All plant data were loaded into RStudio. The iWUE was calculated using the ratio of photosynthetic rate (A) and stomatal conductance (gs) or A gs−1 ((μmol m−2 s−1) (mol m−2 s−1)−1). Data were subset by test-phase host treatment groups (gamagrass and maize). For the feature selection, the mock treatment was removed. All 67 plant traits for which we had reliable measurements were formatted into a data frame. Three sample rows were removed from the dataset because they had missing data. The S-index was calculated for each of these features using the following formula:

$$S=\frac{{\mathrm{trait}}_{\mathrm{drought}}}{\mathrm{mean}({\mathrm{trait}}_{\mathrm{control}})}$$

Then, for each host, a random forest model was used to select the top 10 most important features from the 67 total S-index measurements using randomForest()102, with legacy as the predictor. Correlations (stats::cor()) were estimated for the top 10 traits and if any 2 of the top 10 traits were highly correlated (r ≥ 0.7), the trait that ranked lower in the random forest model was removed. Non-correlated top traits from the TestWater treatment groups (drought versus control) were combined for each test-phase host (maize and gamagrass). Vegan:rda() was used to perform a redundancy analysis on the top traits using the following formula:

$$\mathrm{Top\_traits} \sim \mathrm{legacy}+\mathrm{Condition}(\mathrm{CondGroup}),\mathrm{scale}=\mathrm{TRUE}$$

where the CondGroup variable is a factor with four levels representing the factorical combinations of conditioning-phase drought and host treatments.

Feature analyses

An ANOVA-like permutation test was used to test for model significance using the vegan::anova.cca() function. A biplot was created using ggplot2, plotting the redundancy analysis constrained axis (RDA1) and the first unconstrained axis (PC1) with species scores (represented by arrows) and stat_ellipse was used to plot 95% confidence intervals of the site scores.

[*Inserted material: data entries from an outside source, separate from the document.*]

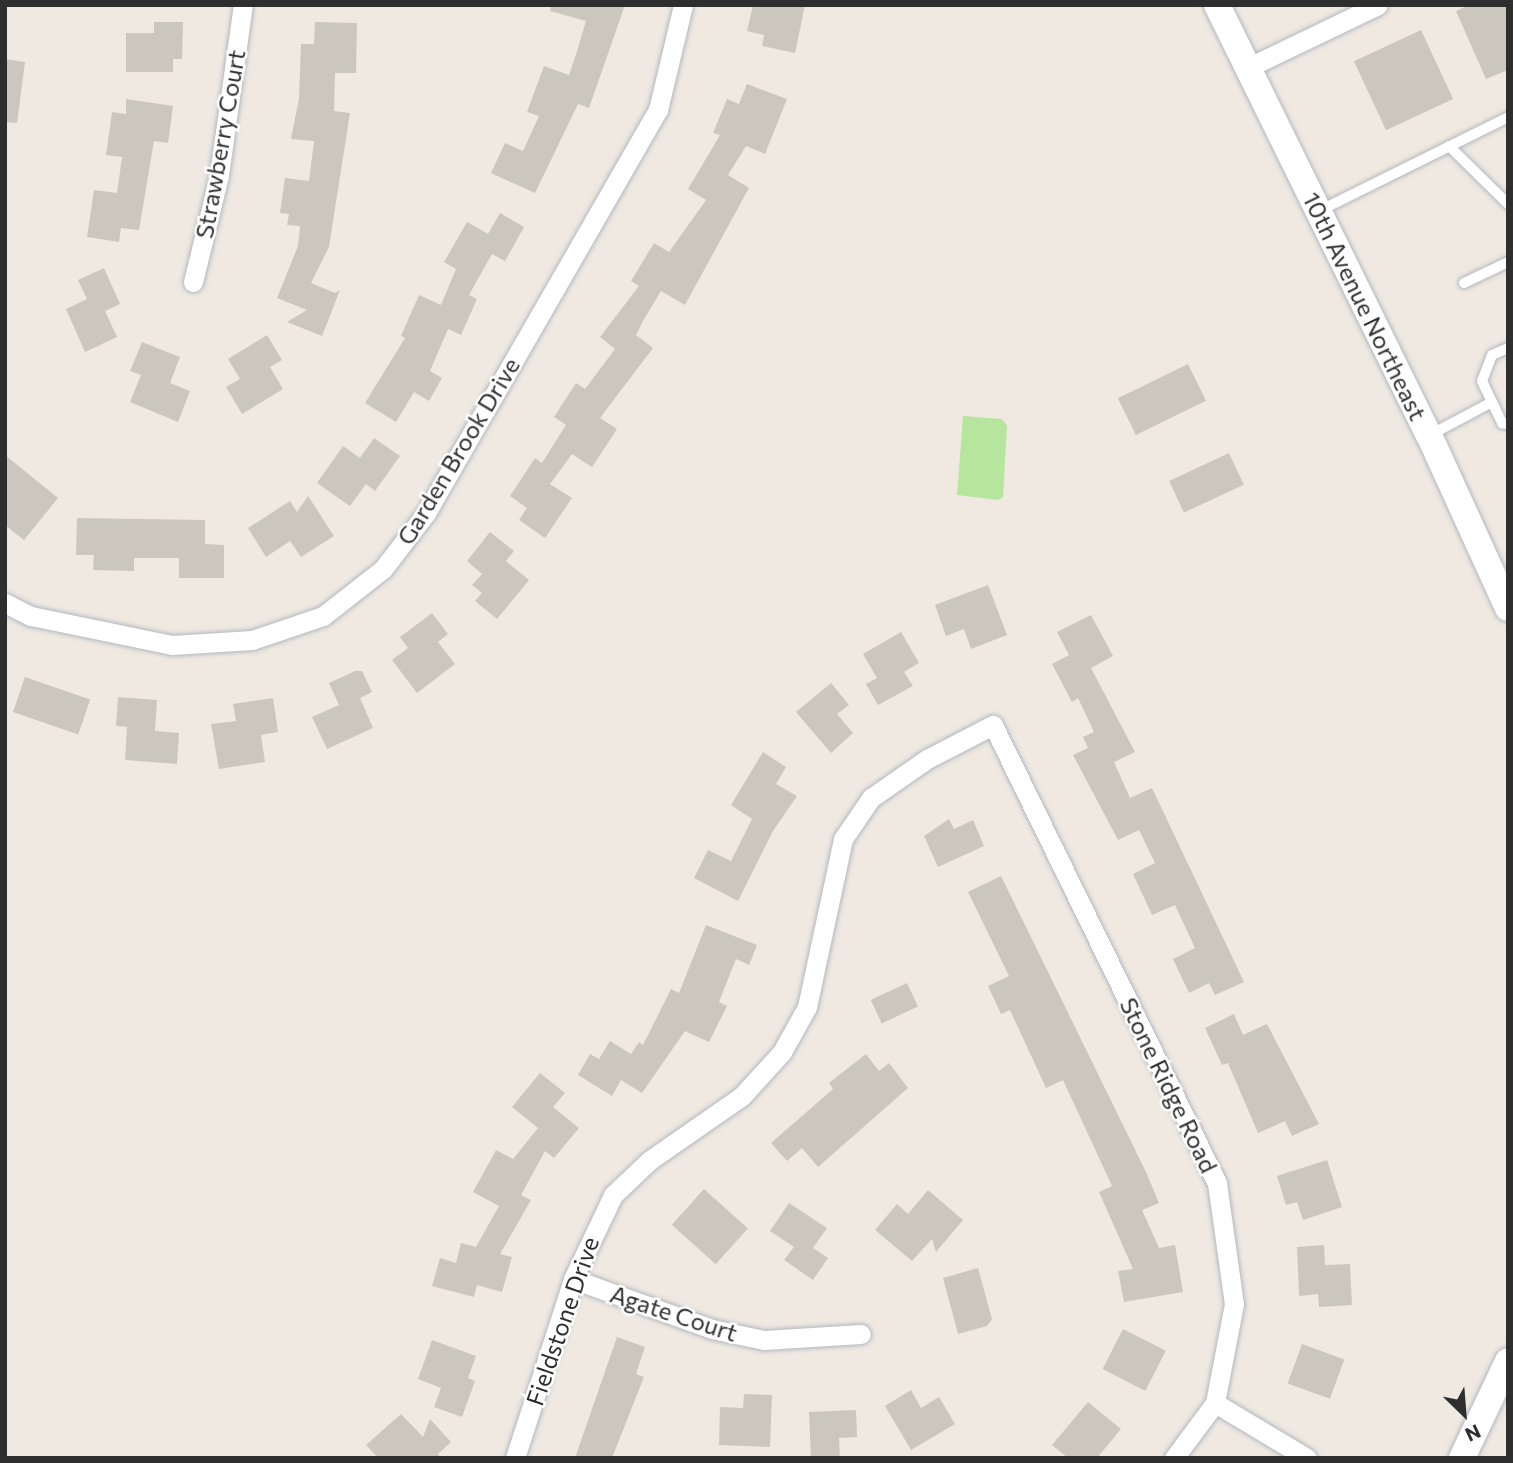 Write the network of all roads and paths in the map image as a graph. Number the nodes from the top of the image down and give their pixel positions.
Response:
1 (243, 5) edge
2 (683, 5) edge
3 (1217, 5) edge
4 (1378, 5) edge
5 (1247, 68) junction
6 (1508, 117) edge
7 (1449, 146) junction
8 (1508, 204) edge
9 (1318, 211) junction
10 (1508, 262) edge
11 (193, 282) dead end
12 (1464, 283) dead end
13 (1508, 348) edge
14 (1492, 402) junction
15 (1508, 424) edge
16 (1429, 435) junction
17 (5, 603) edge
18 (1508, 608) edge
19 (993, 725) joint
20 (573, 1279) junction
21 (861, 1334) dead end
22 (1508, 1361) edge
23 (1215, 1403) junction
24 (515, 1458) edge
25 (1174, 1458) edge
26 (1307, 1458) edge
27 (1462, 1458) edge

1 - 11 street, Strawberry Court
2 - 17 street, Garden Brook Drive
3 - 5 street, 10th Avenue Northeast
4 - 5 street
5 - 9 street, 10th Avenue Northeast
6 - 7 lane
7 - 8 lane
7 - 9 lane
9 - 16 street, 10th Avenue Northeast
10 - 12 lane
13 - 14 lane
14 - 15 lane
14 - 16 lane
16 - 18 street, 10th Avenue Northeast
19 - 20 street, Fieldstone Drive
19 - 23 street, Stone Ridge Road
20 - 21 street, Agate Court
20 - 24 street, Fieldstone Drive
22 - 27 street
23 - 25 street, Stone Ridge Road
23 - 26 street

Finally, S-indices for each of the top traits and iWUE were fit to mixed-effects models, when possible, or a fixed-effects model if overfitting of the mixed-effects model occurred. Each feature or trait was visually assessed for outliers, which were removed. Removing the outliers did not impact the interpretation of any of the results. Formulas used for the mixed-effects or linear model, respectively, include:

$$\mathrm{lmer}(S{\textstyle \text{-}}\mathrm{index} \sim \mathrm{legacy}+(1|\mathrm{CondGroup}))$$
$$\mathrm{lm}(S{\textstyle \text{-}}\mathrm{index} \sim \mathrm{legacy}+\mathrm{CondGroup})$$

In these models, CondGroup is a factor with four levels representing the factorical combinations of conditioning-phase drought and host treatments. The fit of the model was assessed and, if needed, the S-index was transformed using sqrt(), exp() or log() to improve the fit. ANOVA was used to assess significance and EMMs were calculated and plotted as described earlier.

Reporting summary

Further information on research design is available in the Nature Portfolio Reporting Summary linked to this article.